======== RAW DATA

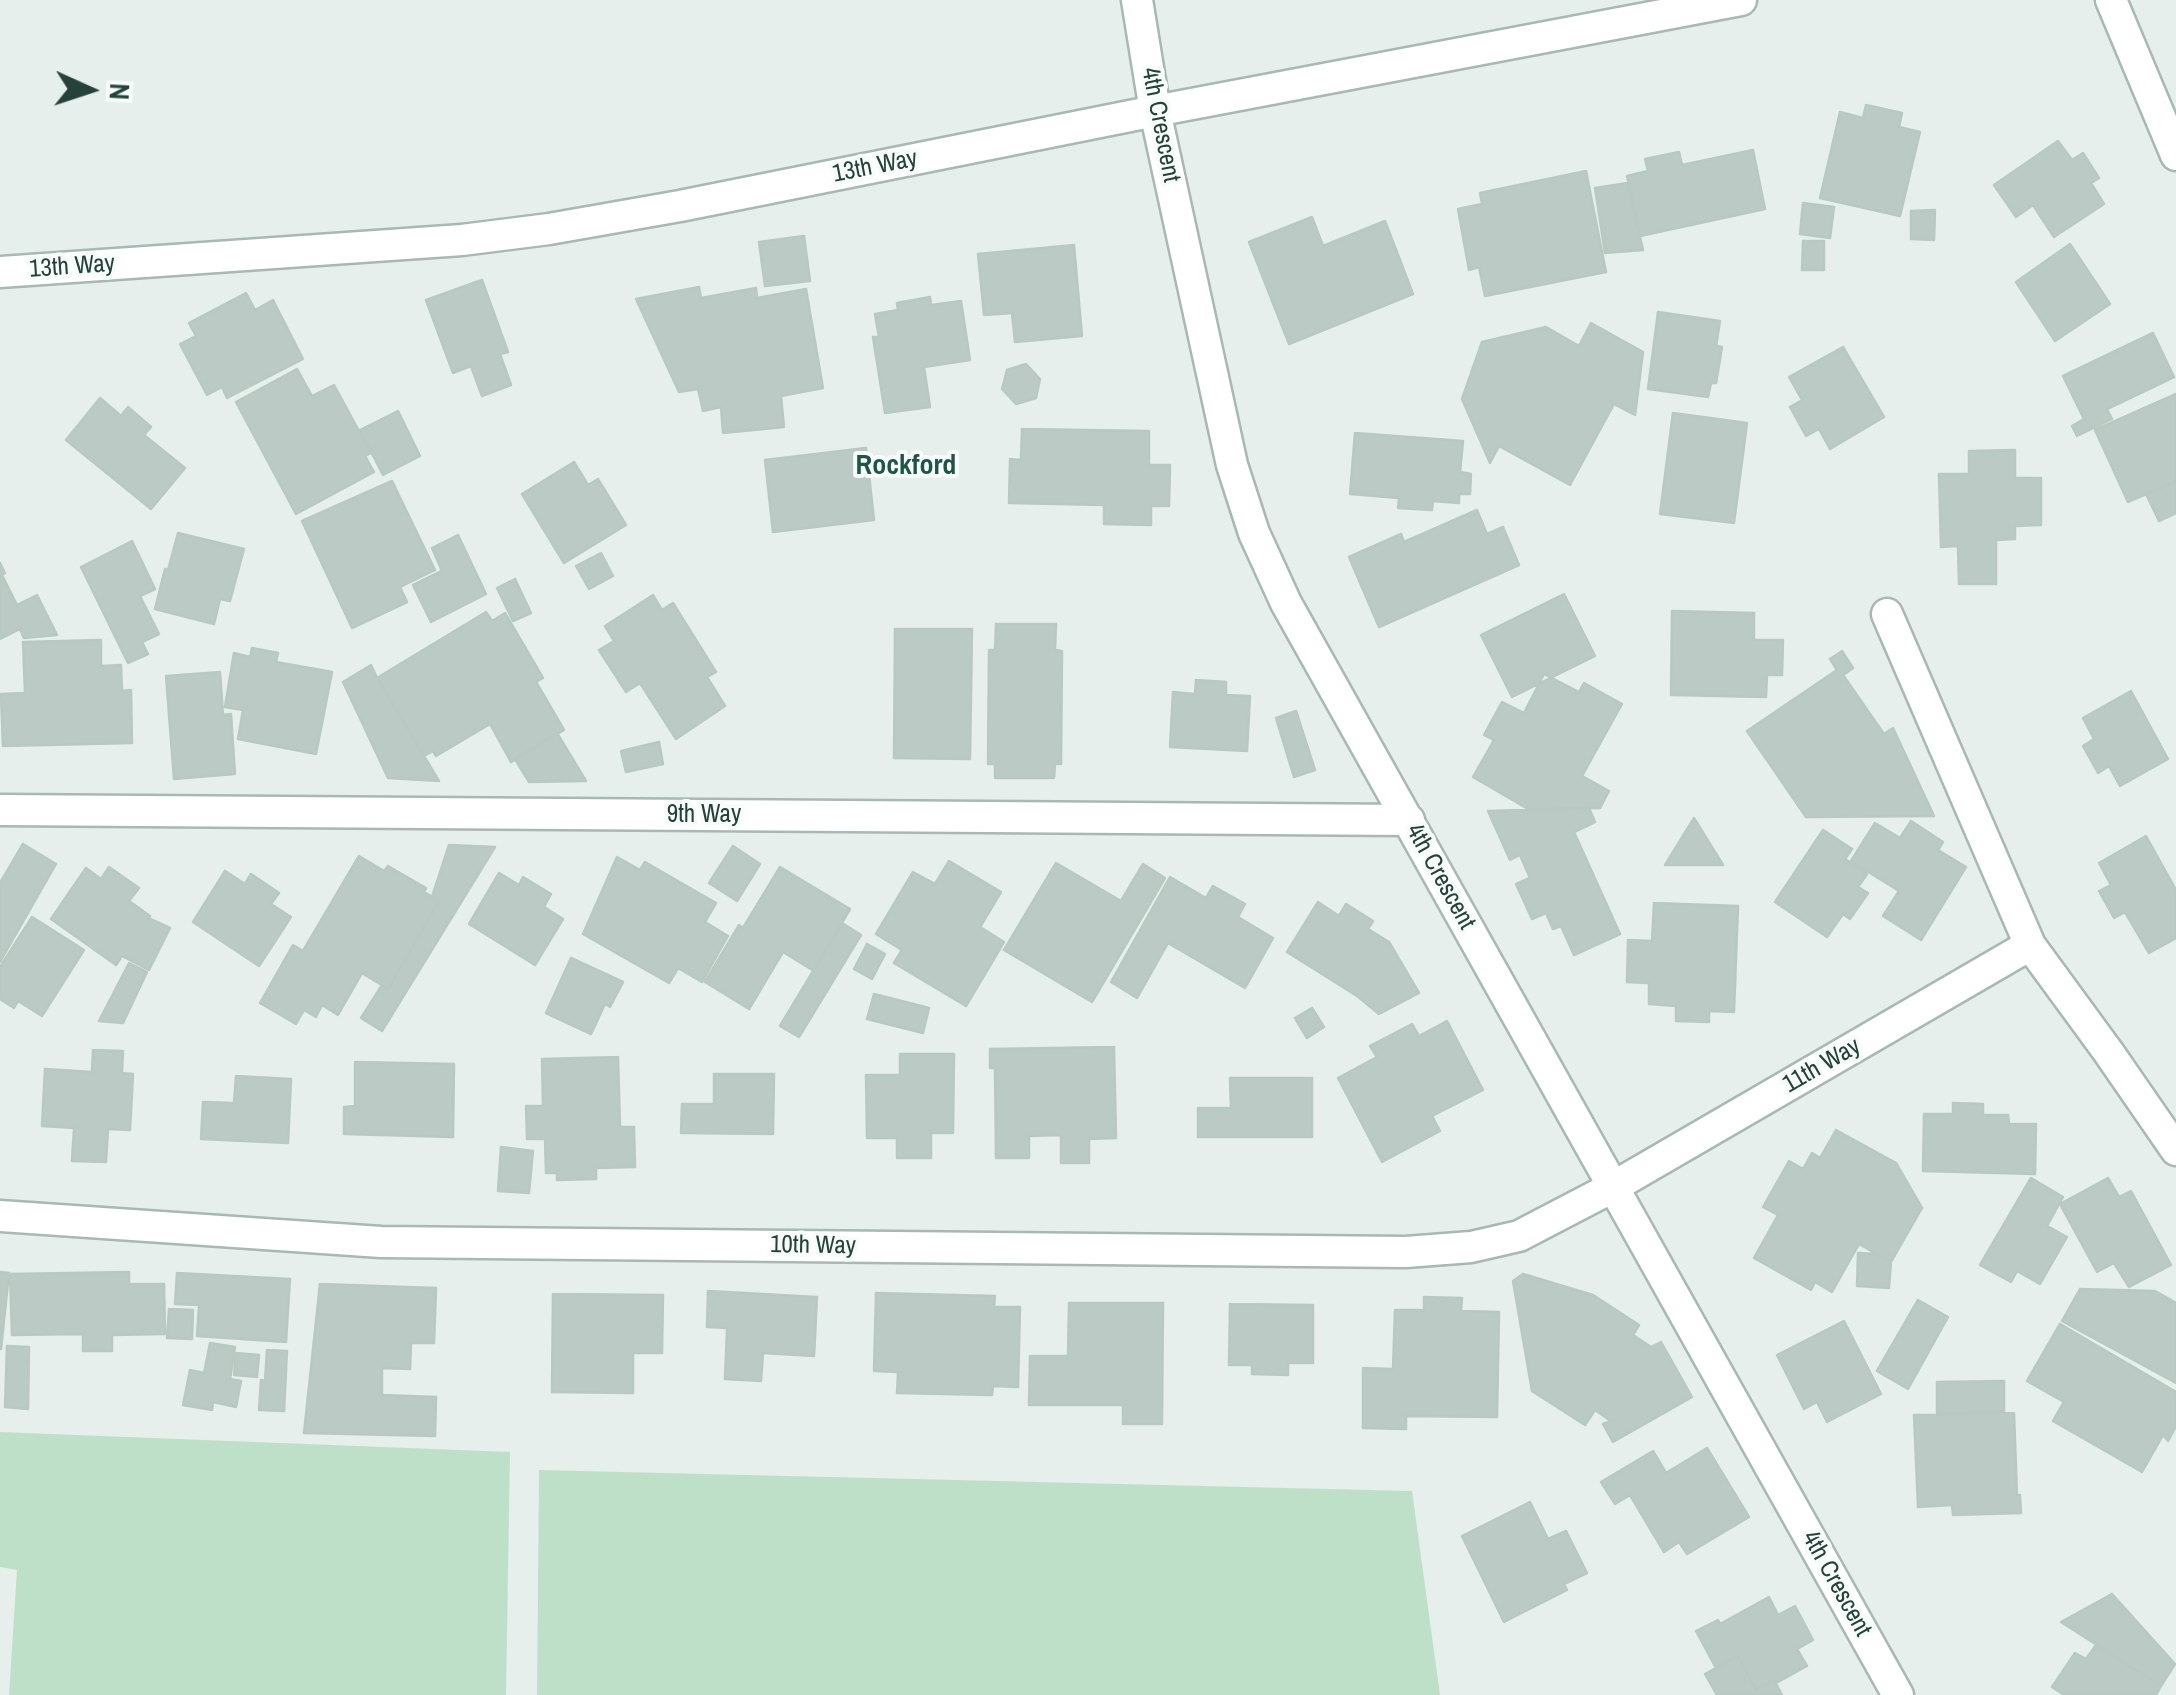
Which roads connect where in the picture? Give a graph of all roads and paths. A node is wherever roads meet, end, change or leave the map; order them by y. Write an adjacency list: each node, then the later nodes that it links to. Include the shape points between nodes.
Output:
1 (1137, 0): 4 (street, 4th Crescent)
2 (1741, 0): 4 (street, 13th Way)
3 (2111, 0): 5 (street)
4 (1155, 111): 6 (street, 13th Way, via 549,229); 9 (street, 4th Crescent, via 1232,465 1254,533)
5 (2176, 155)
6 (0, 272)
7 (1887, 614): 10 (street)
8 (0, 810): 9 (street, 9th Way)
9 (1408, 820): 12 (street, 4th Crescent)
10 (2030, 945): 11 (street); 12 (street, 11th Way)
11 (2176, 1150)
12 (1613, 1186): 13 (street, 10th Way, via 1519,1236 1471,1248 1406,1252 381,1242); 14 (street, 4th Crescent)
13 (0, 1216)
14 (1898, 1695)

================

## TASK REQUIREMENTS:
Here the records must be restated exactly, minus any images.

## EXERCISE ANSWER:
Which roads connect where in the picture? Give a graph of all roads and paths. A node is wherever roads meet, end, change or leave the map; order them by y. Write an adjacency list: each node, then the later nodes that it links to. Include the shape points between nodes.
Output:
1 (1137, 0): 4 (street, 4th Crescent)
2 (1741, 0): 4 (street, 13th Way)
3 (2111, 0): 5 (street)
4 (1155, 111): 6 (street, 13th Way, via 549,229); 9 (street, 4th Crescent, via 1232,465 1254,533)
5 (2176, 155)
6 (0, 272)
7 (1887, 614): 10 (street)
8 (0, 810): 9 (street, 9th Way)
9 (1408, 820): 12 (street, 4th Crescent)
10 (2030, 945): 11 (street); 12 (street, 11th Way)
11 (2176, 1150)
12 (1613, 1186): 13 (street, 10th Way, via 1519,1236 1471,1248 1406,1252 381,1242); 14 (street, 4th Crescent)
13 (0, 1216)
14 (1898, 1695)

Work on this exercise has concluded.